The Captial Press published an article ( on September 4, 2015 which states that Masahiko Yamada, a former Japanese Agricultural Minister, along with a group of citizens sued the Japanese Government regarding the Trans-Pacific Partnership which would violate the Japanese Constitution.

A 2005 pact between Brunei, Chile, New Zealand and Singapore, the TPP originally called for the 90 percent reduction of all tariffs by 2006. Tariffs were to decrease to zero by 2015. In the past few years, the U.S., Japan, Canada, Malaysia, Mexico, Peru and Vietnam have been negotiating to join the TPP.

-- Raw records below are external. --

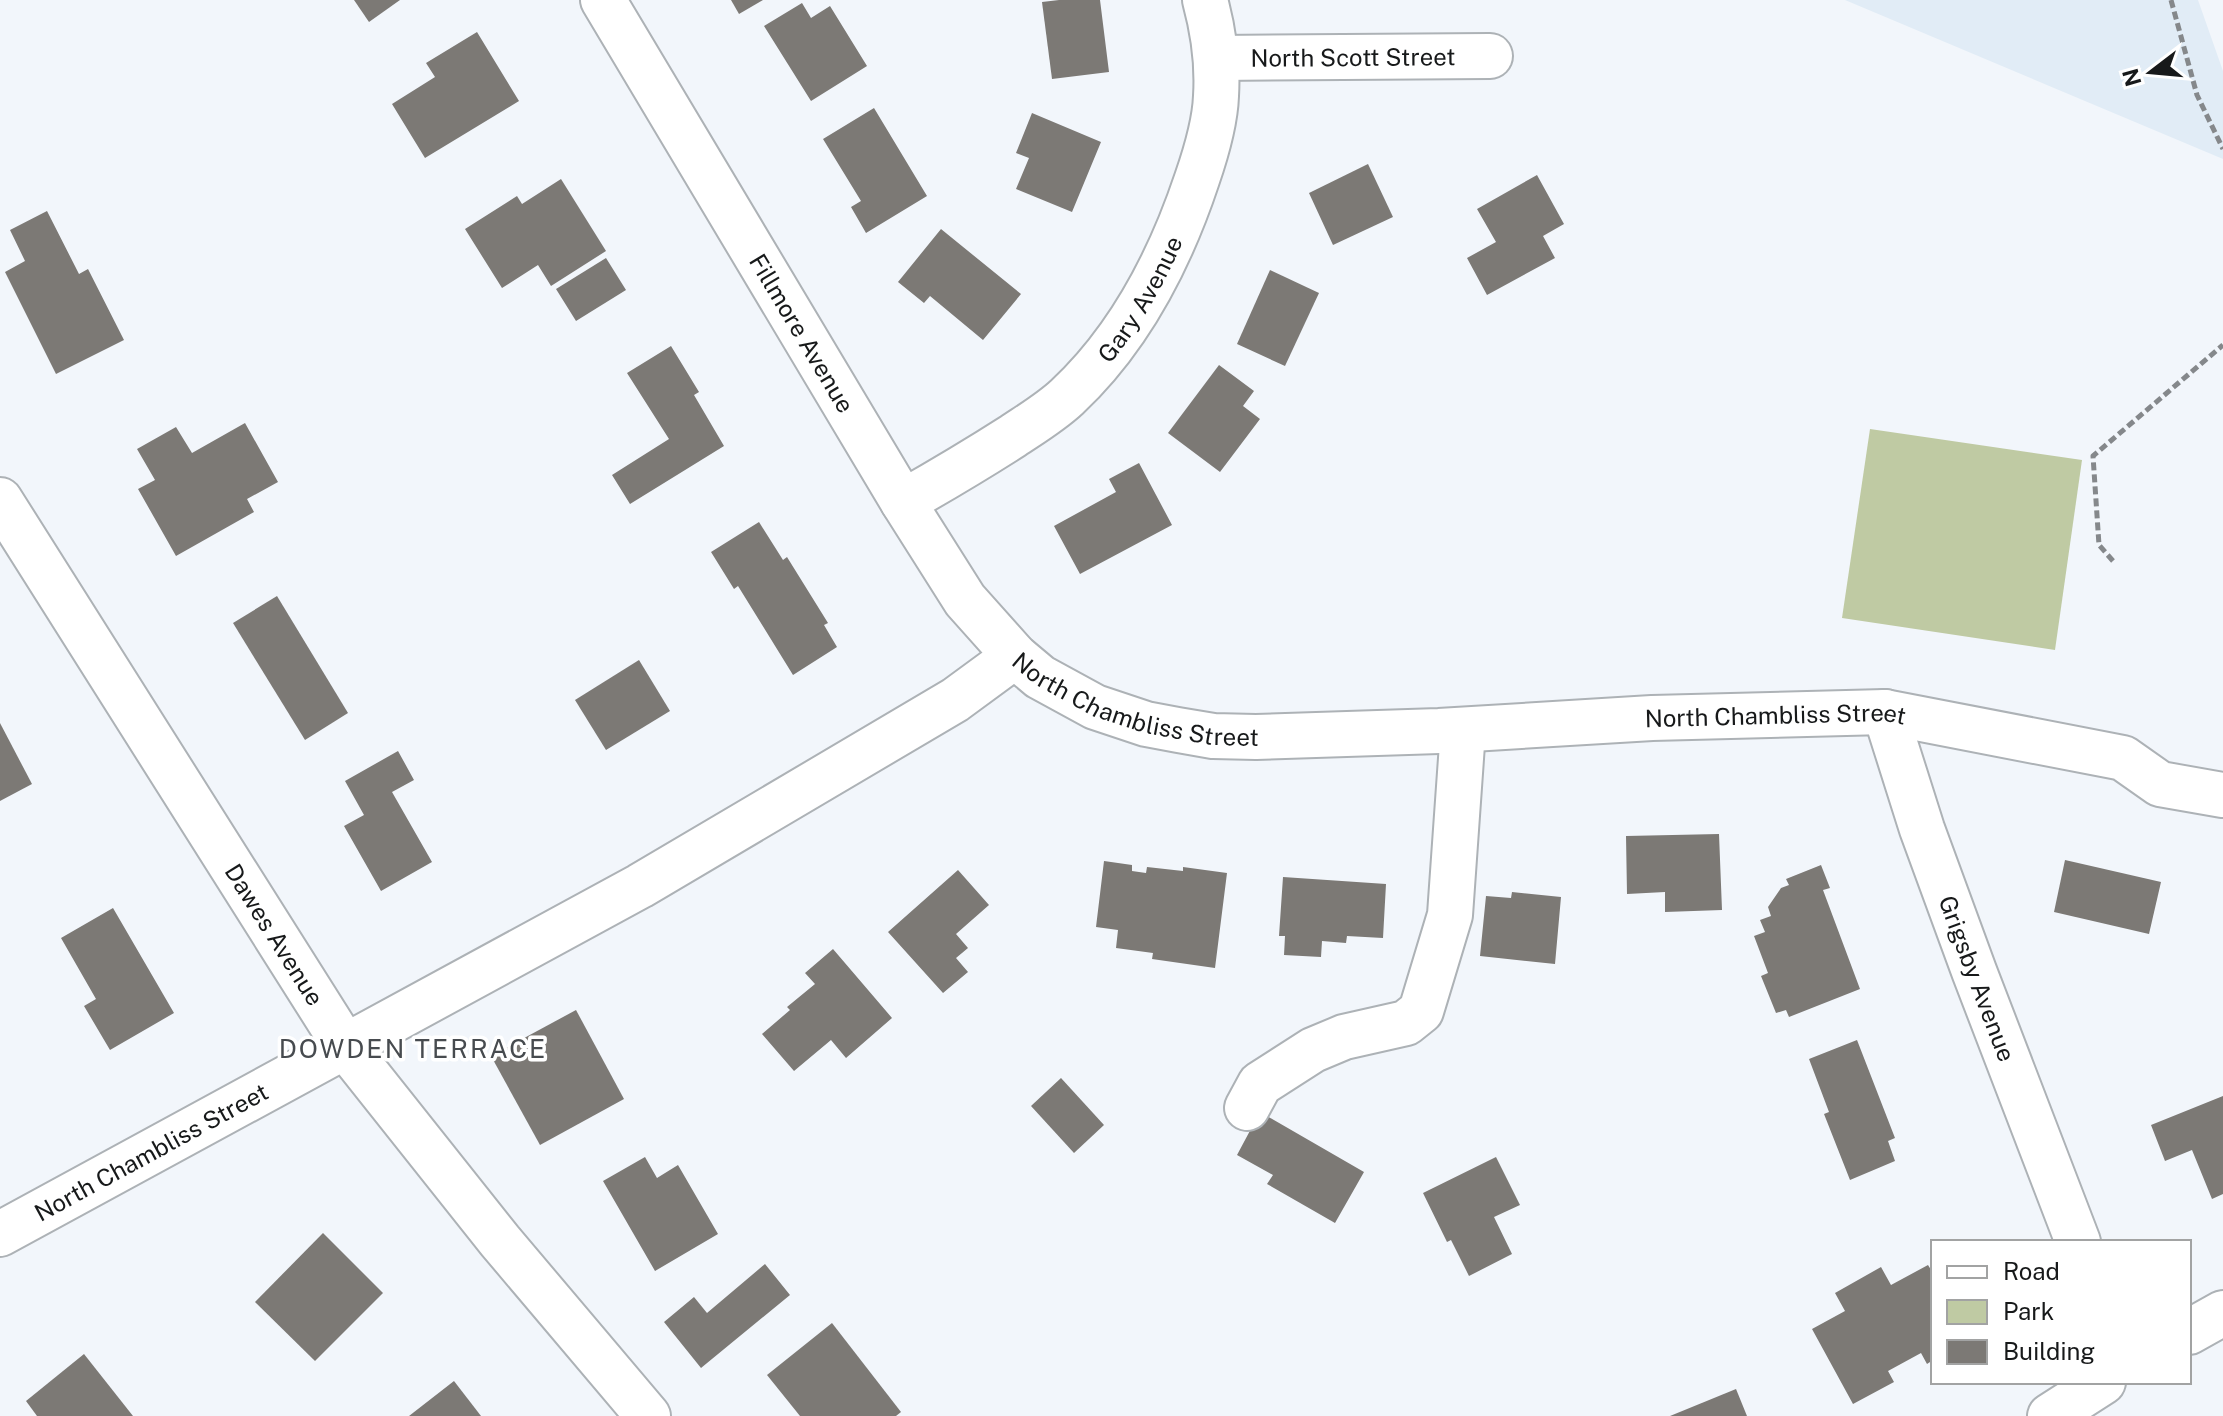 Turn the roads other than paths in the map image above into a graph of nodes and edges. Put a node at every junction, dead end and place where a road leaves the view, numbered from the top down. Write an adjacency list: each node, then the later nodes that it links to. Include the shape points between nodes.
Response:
1 (603, 0): 6 (street, Fillmore Avenue)
2 (1205, 0): 4 (street, Gary Avenue)
3 (1490, 56): 4 (street, North Scott Street)
4 (1217, 58): 6 (street, Gary Avenue, via 1208,141 1187,211 1144,300 1118,339 1065,399)
5 (0, 500): 11 (street, Dawes Avenue)
6 (903, 502): 7 (street, Fillmore Avenue, via 965,600)
7 (1015, 656): 9 (street, North Chambliss Street, via 1040,677 1095,707 1146,724 1213,736); 11 (street, North Chambliss Street, via 955,700 640,886)
8 (1885, 712): 9 (street, North Chambliss Street); 10 (street, North Chambliss Street, via 2123,758 2160,784); 14 (street, Grigsby Avenue, via 1922,829)
9 (1463, 730): 12 (street, via 1450,915 1421,1011 1406,1023 1313,1050 1260,1084)
10 (2223, 795)
11 (345, 1046): 13 (street, North Chambliss Street); 18 (street, Dawes Avenue)
12 (1247, 1108)
13 (0, 1234)
14 (2077, 1240)
15 (2223, 1313): 16 (street)
16 (2191, 1331)
17 (2100, 1384): 19 (street)
18 (648, 1416)
19 (2050, 1416)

Yamada’s group states that the Japanese parliament is the highest organ of state power and shall be the sole lawmaking organ of the state and that the cabinet, upon concluding any treaty, must obtain the Parliament’s approval. The TPP forces participating countries to review all their laws to determine if they are consistent with the trade agreement and to revise them if they are not.

They also argue that consumers would be negatively affected by the trade pact, as it would do away with ingredient lists. This would cause problems for the 4.5 percent of Japanese children who suffer from allergies to dairy, wheat, peanuts or emulsifiers. Because of the TPP, sanitary standards may also be lowered.

Putting Japanese agriculture under pressure, the TPP also goes against constitutional guarantees of Japanese people’s right to a stable supply of food, as well as the right of agricultural workers to make their living through agriculture and dairy farming.

Will the people power pressurize the government to back out from the TPP deal? Or will the Japan government ignore the cry of their citizens and go ahead with this deal.